A falecida tinha razão, admitia Malaquias, mas era tão tarde para tanta coisa que ele nem se deu ao trabalho de o dizer em voz alta, assim frustrando os intentos do fantasma que abriu a porta e saiu do carro com este ainda em andamento, e se pôs a caminhar sem rumo definido pela calçada cariada da Cidade Baixa, apenas mais uma alma a penar por aquelas bandas, Malaquias estava a conduzir e tinha um trabalho a fazer, uma missão a cumprir, não podia agora procurar por um lugar onde estacionar e ir atrás da mulher, uma coisa de cada vez, primeiro o Palhaço, depois a mulher, falecida, memória de dias melhores que aquela e sítios melhores que aquele, que aquele tornara numa mera figura espectral de estilo enviesado, uma distracção, e Malaquias não podia deixar-se distrair, havia uma criança em risco, que o Palhaço se calhar já guarnecia com espargos frescos e courgete salteados no wok, ou que, se calhar, petiscara no caminho de volta, não que fosse de abrir o apetite, mas os apetites do Palhaço eram reconhecidamente diferentes dos da maioria das pessoas, ia-se a ver o sobrinho de Malaquias já ia a meio caminho do intestino grosso do assassino, por onde outras criancinhas haviam passado antes, e por onde, se dependesse de Malaquias, o Grande, mais nenhuma seria espremida.

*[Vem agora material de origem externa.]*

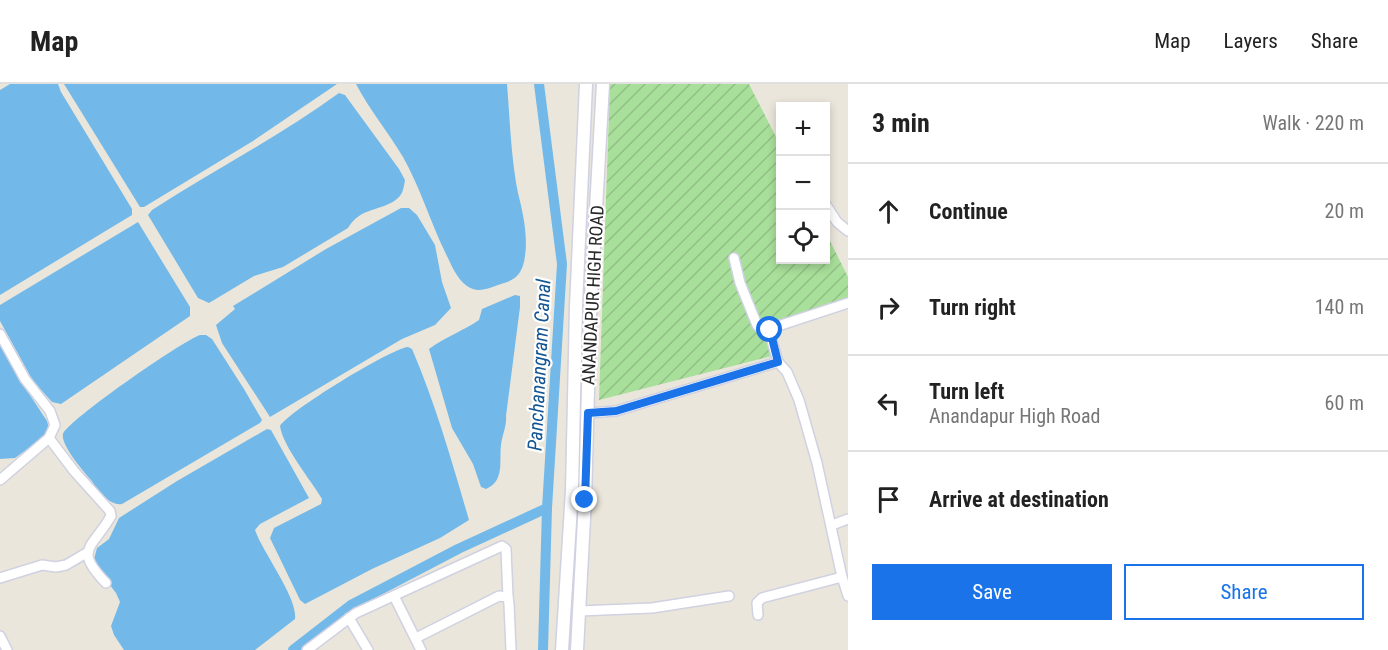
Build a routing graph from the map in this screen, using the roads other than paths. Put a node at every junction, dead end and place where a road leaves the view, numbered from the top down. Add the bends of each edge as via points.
1 (586, 84) edge
2 (603, 84) edge
3 (829, 210) edge
4 (848, 231) edge
5 (734, 258) dead end
6 (848, 303) edge
7 (0, 334) edge
8 (770, 334) junction
9 (778, 362) junction
10 (588, 413) junction
11 (49, 438) junction
12 (0, 480) edge
13 (848, 519) edge
14 (832, 525) junction
15 (88, 552) junction
16 (842, 577) junction
17 (0, 578) edge
18 (106, 583) dead end
19 (394, 596) junction
20 (729, 596) dead end
21 (848, 596) edge
22 (508, 597) junction
23 (579, 611) junction
24 (758, 615) dead end
25 (349, 618) junction
26 (0, 636) edge
27 (416, 638) junction
28 (511, 647) edge
29 (7, 650) edge
30 (307, 650) edge
31 (368, 650) edge
32 (421, 650) edge
33 (500, 650) edge
34 (562, 650) edge
35 (577, 650) edge

1 - 34 main road, ANANDAPUR HIGH ROAD via 572,490
2 - 10 main road, ANANDAPUR HIGH ROAD
3 - 4 street
5 - 8 street via 757,325
6 - 8 street via 775,327
7 - 11 street via 25,379 55,419
8 - 9 street
9 - 10 street via 616,411
9 - 14 street via 787,372 799,400
10 - 23 main road, ANANDAPUR HIGH ROAD
11 - 12 street
11 - 15 street via 110,511 111,516
13 - 14 street
14 - 16 street
15 - 17 street via 66,565 42,565
15 - 18 street via 90,567
16 - 21 street
16 - 24 street via 762,598 757,603
19 - 22 street via 502,546 506,549
19 - 25 street
19 - 27 street
20 - 23 street via 651,608
22 - 27 street via 492,598
22 - 28 street
23 - 35 main road, ANANDAPUR HIGH ROAD
25 - 30 street
25 - 31 street
26 - 29 street
27 - 32 street
28 - 33 street

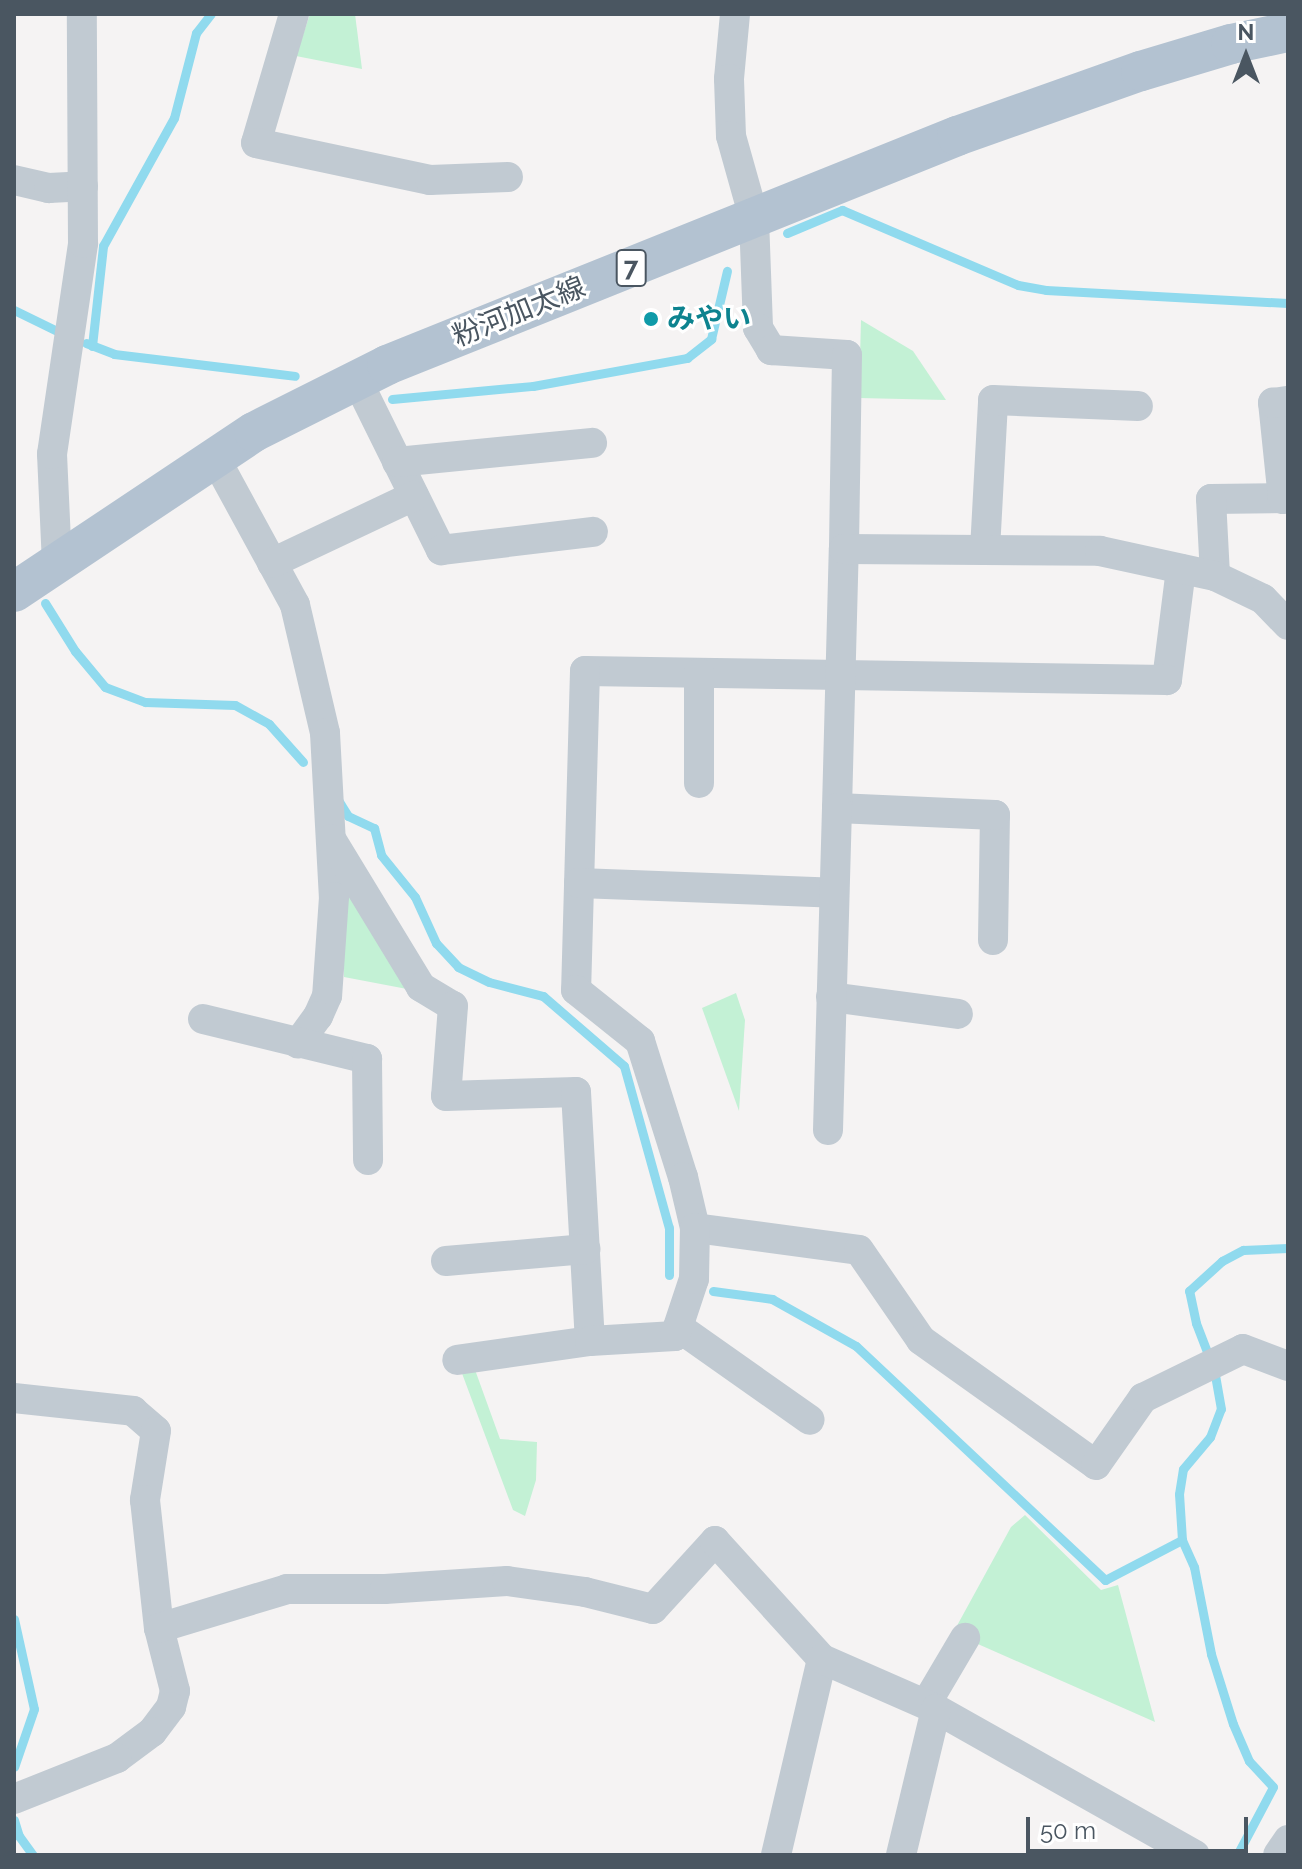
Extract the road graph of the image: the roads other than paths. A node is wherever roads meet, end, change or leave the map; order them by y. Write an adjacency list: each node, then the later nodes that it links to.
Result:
1 (82, 14): 7 (street)
2 (294, 14): 5 (street)
3 (735, 14): 8 (street)
4 (1288, 32): 8 (main road, 粉河加太線 / 7)
5 (508, 177)
6 (14, 180): 7 (street)
7 (83, 186): 21 (street)
8 (754, 218): 9 (main road, 粉河加太線 / 7); 18 (street)
9 (357, 380): 13 (main road, 粉河加太線 / 7); 14 (street)
10 (1288, 401): 16 (street)
11 (1138, 406): 19 (street)
12 (592, 443): 14 (street)
13 (215, 458): 20 (street); 21 (main road, 粉河加太線 / 7)
14 (397, 462): 15 (street)
15 (414, 496): 17 (street); 20 (street)
16 (1286, 498): 23 (street)
17 (593, 532)
18 (844, 549): 19 (street); 27 (street)
19 (985, 550): 22 (street)
20 (272, 563): 30 (street)
21 (57, 564): 24 (main road, 粉河加太線 / 7)
22 (1181, 569): 23 (street); 27 (street)
23 (1215, 576): 25 (street)
24 (14, 592)
25 (1288, 625)
26 (699, 673): 27 (street); 28 (street); 31 (street)
27 (838, 675): 29 (street)
28 (699, 783)
29 (837, 808): 32 (street); 33 (street)
30 (331, 839): 37 (street); 41 (street)
31 (579, 883): 32 (street); 40 (street)
32 (834, 893): 34 (street)
33 (993, 940)
34 (831, 997): 35 (street); 38 (street)
35 (958, 1014)
36 (203, 1019): 37 (street)
37 (298, 1044): 39 (street)
38 (828, 1130)
39 (368, 1160)
40 (695, 1228): 43 (street); 46 (street)
41 (585, 1249): 42 (street); 44 (street)
42 (446, 1261)
43 (678, 1327): 44 (street); 48 (street)
44 (590, 1341): 45 (street)
45 (457, 1360)
46 (1288, 1366)
47 (14, 1398): 49 (street)
48 (810, 1420)
49 (159, 1628): 51 (street); 53 (street)
50 (965, 1638): 52 (street)
51 (822, 1659): 52 (street); 56 (street)
52 (931, 1706): 55 (street); 57 (street)
53 (14, 1799)
54 (1288, 1840): 59 (street)
55 (1152, 1845): 58 (street)
56 (776, 1855)
57 (901, 1855)
58 (1195, 1855)
59 (1278, 1855)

O GPS do carro alugado tinha entregue a alma ao criador quando Malaquias digitara o seu destino, a Cidade Baixa não vinha nas orientações pré-gravadas que a voz da senhora bem educada debitaria no caso de se querer ir para outro lado qualquer, qualquer um servia, menos aquele, que nem os satélites conseguiam fotografar, obrigado por coisa nenhuma, tecnologia do Século XXI, Malaquias não teria outra opção que não a de se guiar a olho, de se deixar levar pelo seu sentido de orientação, pelo seu bom-senso, o que não estava a ser fácil pois o sentido de orientação enfiara a cabeça na areia e dera lugar ao tal vómito seco e irresistível e o bom-senso, se Malaquias quisesse ser sincero, agora que a falecida já ali não estava, podia ser, nunca fora dele o ponto mais forte nem se equipara para dar o seu contributo na resolução da tarefa em mãos, as ruas eram todas iguais, feias, porcas, esgotos a céu aberto, que era uma forma de dizer, irónica, sem dúvida, num lugar onde o céu permanecia fechado, como que para obras, como que para um balanço que nunca mais acabava, as ruas eram umas atrás das outras e todas iguais, perdendo-se nos caminhos escuros como se perdera Malaquias, o Grande.